EXERCISE DESCRIPTION: Copy out every entry that follows, without a single picture.

Stored data

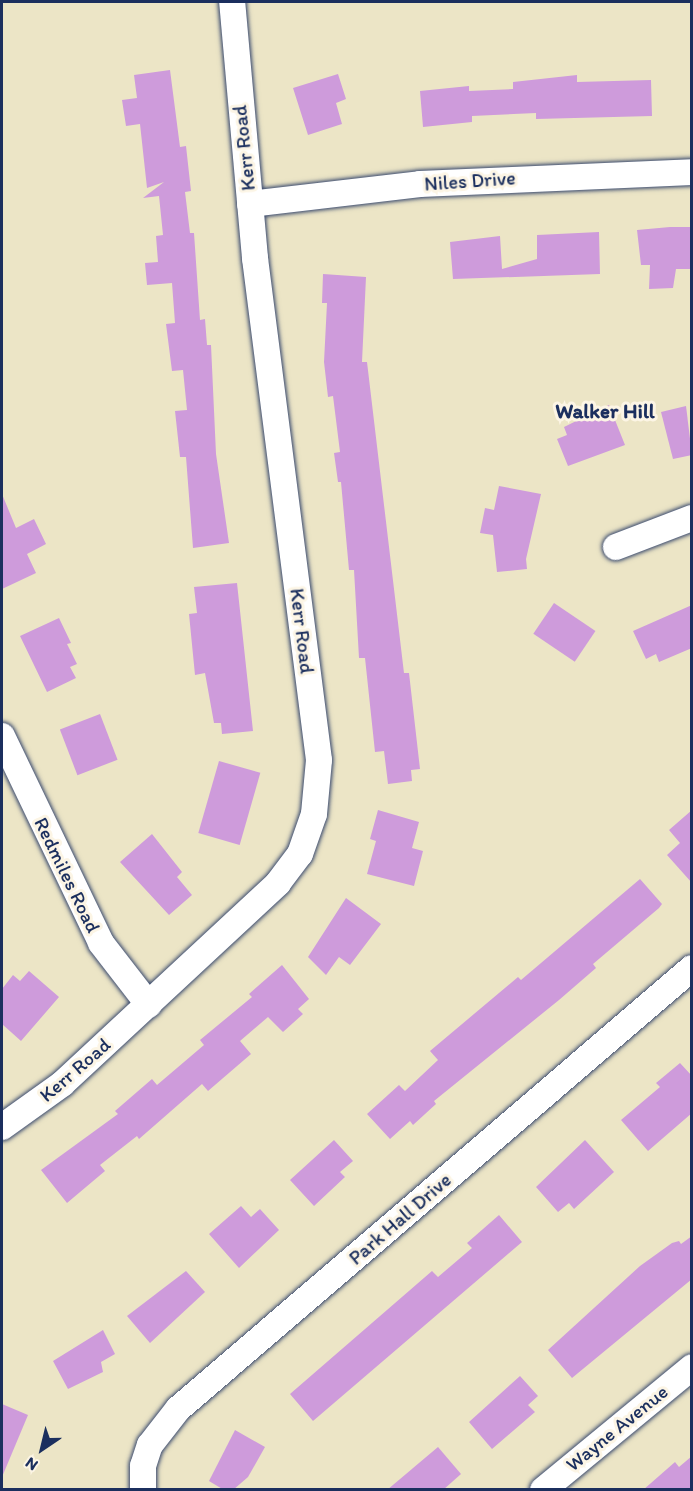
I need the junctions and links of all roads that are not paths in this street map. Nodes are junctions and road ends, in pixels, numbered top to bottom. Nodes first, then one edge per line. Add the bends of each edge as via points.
1 (232, 2) edge
2 (692, 172) edge
3 (250, 204) junction
4 (692, 518) edge
5 (616, 547) dead end
6 (2, 736) edge
7 (692, 968) edge
8 (149, 1005) junction
9 (2, 1127) edge
10 (692, 1367) edge
11 (143, 1490) edge
12 (543, 1490) edge

1 - 3 street, Kerr Road
2 - 3 street, Niles Drive via 420,184
3 - 8 street, Kerr Road via 319,760 318,792 309,833 291,869
4 - 5 street
6 - 8 street, Redmiles Road via 100,943
7 - 11 street, Park Hall Drive via 178,1409 150,1445 143,1466
8 - 9 street, Kerr Road via 62,1084
10 - 12 street, Wayne Avenue

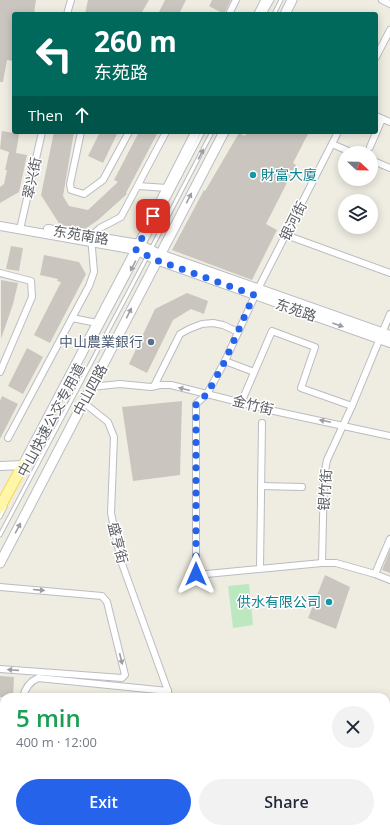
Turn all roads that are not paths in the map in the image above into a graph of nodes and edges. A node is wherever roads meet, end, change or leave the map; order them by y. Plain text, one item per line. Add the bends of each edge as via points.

ANSWER SPACE:
I need the junctions and links of all roads that are not paths in this street map. Nodes are junctions and road ends, in pixels, numbered top to bottom. Nodes first, then one edge per line. Add the bends of each edge as via points.
1 (232, 2) edge
2 (692, 172) edge
3 (250, 204) junction
4 (692, 518) edge
5 (616, 547) dead end
6 (2, 736) edge
7 (692, 968) edge
8 (149, 1005) junction
9 (2, 1127) edge
10 (692, 1367) edge
11 (143, 1490) edge
12 (543, 1490) edge

1 - 3 street, Kerr Road
2 - 3 street, Niles Drive via 420,184
3 - 8 street, Kerr Road via 319,760 318,792 309,833 291,869
4 - 5 street
6 - 8 street, Redmiles Road via 100,943
7 - 11 street, Park Hall Drive via 178,1409 150,1445 143,1466
8 - 9 street, Kerr Road via 62,1084
10 - 12 street, Wayne Avenue

Turn all roads that are not paths in the map in the image above into a graph of nodes and edges. A node is wherever roads meet, end, change or leave the map; order them by y. Plain text, one item per line. Add the bends of each edge as via points.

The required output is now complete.